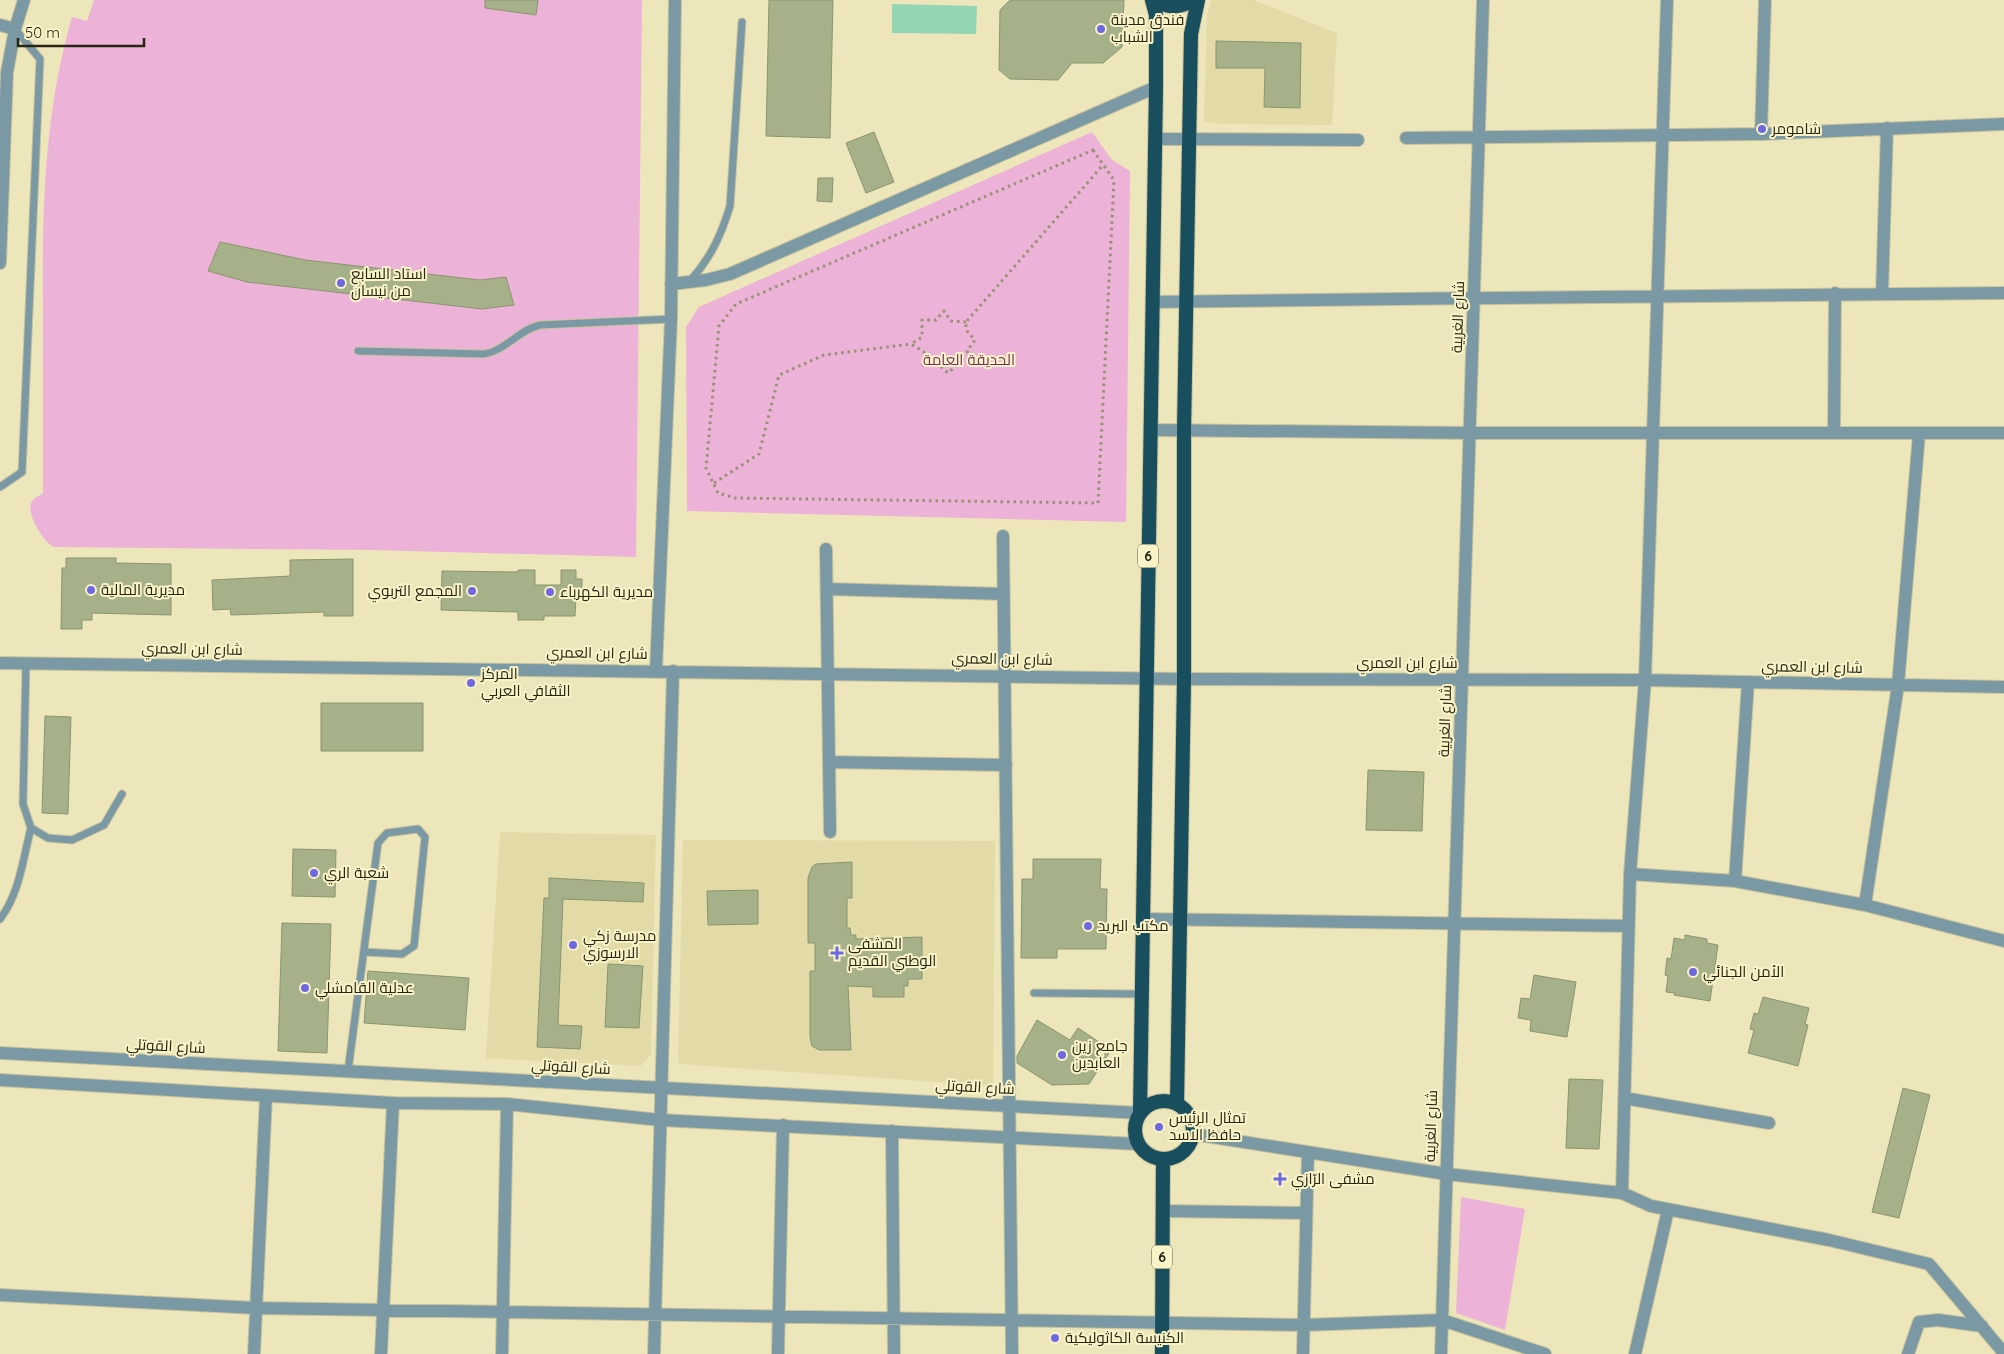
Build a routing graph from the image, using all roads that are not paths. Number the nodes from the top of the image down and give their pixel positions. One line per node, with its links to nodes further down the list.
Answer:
1 (24, 0): 11 (street)
2 (675, 0): 24 (street)
3 (1154, 0): 4 (highway, 6); 12 (highway, 6)
4 (1192, 0)
5 (1198, 0): 20 (highway)
6 (1483, 0): 18 (street, شارع الغربية)
7 (1667, 0): 16 (street)
8 (1765, 0): 15 (street)
9 (742, 22): 23 (lane)
10 (0, 25): 11 (street)
11 (15, 29): 22 (street); 41 (lane)
12 (1156, 87): 19 (highway, 6); 23 (street)
13 (2004, 124): 14 (street)
14 (1887, 128): 15 (street); 27 (street)
15 (1761, 134): 16 (street)
16 (1662, 136): 18 (street); 28 (street)
17 (1406, 138): 18 (street)
18 (1480, 138): 29 (street, شارع الغربية)
19 (1155, 139): 20 (street); 30 (highway, 6)
20 (1190, 139): 21 (street); 31 (highway)
21 (1358, 140)
22 (0, 262)
23 (688, 282): 24 (street)
24 (671, 284): 32 (street)
25 (1835, 293): 27 (street); 28 (street); 37 (street)
26 (2004, 293): 27 (street)
27 (1882, 294)
28 (1657, 297): 29 (street); 39 (street)
29 (1475, 299): 31 (street); 36 (street, شارع الغربية)
30 (1152, 302): 31 (street); 34 (highway, 6)
31 (1186, 302): 35 (highway)
32 (671, 319): 33 (lane); 48 (street)
33 (358, 351)
34 (1150, 430): 35 (street); 52 (highway, 6)
35 (1184, 431): 36 (street); 53 (highway)
36 (1471, 433): 39 (street); 54 (street, شارع الغربية)
37 (1834, 433): 39 (street); 40 (street)
38 (2004, 433): 40 (street)
39 (1653, 434): 55 (street)
40 (1919, 434): 57 (street)
41 (0, 487)
42 (1003, 536): 45 (street)
43 (826, 549): 44 (street)
44 (827, 589): 45 (street); 50 (street)
45 (1004, 594): 51 (street)
46 (0, 663): 47 (street, شارع ابن العمري)
47 (26, 663): 48 (street, شارع ابن العمري); 62 (lane)
48 (656, 670): 49 (street, شارع ابن العمري)
49 (673, 671): 50 (street, شارع ابن العمري); 79 (street)
50 (828, 674): 51 (street, شارع ابن العمري); 59 (street)
51 (1005, 675): 52 (street, شارع ابن العمري); 60 (street)
52 (1146, 677): 53 (street, شارع ابن العمري); 68 (highway, 6)
53 (1184, 679): 54 (street, شارع ابن العمري); 69 (highway)
54 (1463, 679): 55 (street, شارع ابن العمري); 70 (street, شارع الغربية)
55 (1645, 680): 56 (street, شارع ابن العمري); 64 (street)
56 (1748, 682): 57 (street, شارع ابن العمري); 65 (street)
57 (1898, 686): 58 (street, شارع ابن العمري); 66 (street)
58 (2004, 687)
59 (829, 762): 60 (street); 63 (street)
60 (1006, 765): 85 (street)
61 (122, 794): 62 (lane)
62 (31, 828): 67 (lane)
63 (830, 832)
64 (1630, 874): 65 (street); 71 (street)
65 (1735, 881): 66 (street)
66 (1865, 906): 72 (street)
67 (0, 918)
68 (1142, 919): 69 (street); 75 (highway, 6)
69 (1179, 920): 70 (street); 84 (highway)
70 (1454, 924): 71 (street); 96 (street, شارع الغربية)
71 (1629, 926): 81 (street)
72 (2004, 941)
73 (364, 952): 73 (lane); 77 (lane)
74 (1034, 993): 75 (lane)
75 (1142, 994): 86 (highway, 6)
76 (0, 1053): 77 (street, شارع القوتلي)
77 (348, 1071): 79 (street, شارع القوتلي)
78 (0, 1080): 80 (street)
79 (660, 1088): 85 (street, شارع القوتلي); 87 (street)
80 (266, 1096): 82 (street); 102 (street)
81 (1624, 1098): 88 (street); 97 (street)
82 (393, 1103): 83 (street); 103 (street)
83 (507, 1104): 87 (street); 104 (street)
84 (1177, 1104): 86 (highway); 91 (highway)
85 (1010, 1105): 86 (street, شارع القوتلي); 92 (street)
86 (1140, 1113): 93 (highway)
87 (660, 1120): 89 (street); 105 (street)
88 (1769, 1123)
89 (783, 1125): 90 (street); 106 (street)
90 (892, 1131): 92 (street); 107 (street)
91 (1193, 1134): 94 (street); 95 (highway)
92 (1010, 1136): 93 (street); 109 (street)
93 (1138, 1144): 95 (highway)
94 (1308, 1152): 96 (street); 100 (street)
95 (1163, 1160): 99 (highway, 6)
96 (1446, 1174): 97 (street); 108 (street, شارع الغربية)
97 (1622, 1192): 98 (street)
98 (1668, 1210): 112 (street); 125 (street)
99 (1163, 1211): 100 (street); 110 (highway, 6)
100 (1306, 1213): 111 (street)
101 (0, 1295): 102 (street)
102 (256, 1308): 103 (street); 114 (street)
103 (382, 1310): 104 (street); 115 (street)
104 (503, 1312): 105 (street); 116 (street)
105 (655, 1315): 106 (street); 117 (street)
106 (779, 1317): 107 (street); 118 (street)
107 (894, 1319): 109 (street); 119 (street)
108 (1442, 1320): 111 (street); 123 (street, شارع الغربية); 124 (street)
109 (1012, 1321): 110 (street); 120 (street)
110 (1162, 1323): 111 (street); 121 (highway, 6)
111 (1304, 1325): 122 (street)
112 (1982, 1326): 113 (street); 126 (street)
113 (2004, 1353)
114 (254, 1354)
115 (381, 1354)
116 (502, 1354)
117 (654, 1354)
118 (778, 1354)
119 (894, 1354)
120 (1012, 1354)
121 (1162, 1354)
122 (1303, 1354)
123 (1441, 1354)
124 (1545, 1354)
125 (1635, 1354)
126 (1908, 1354)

=== Description of the task ===
Count the lines above that contain "lane", and give only the number.

=== Worked solution ===
8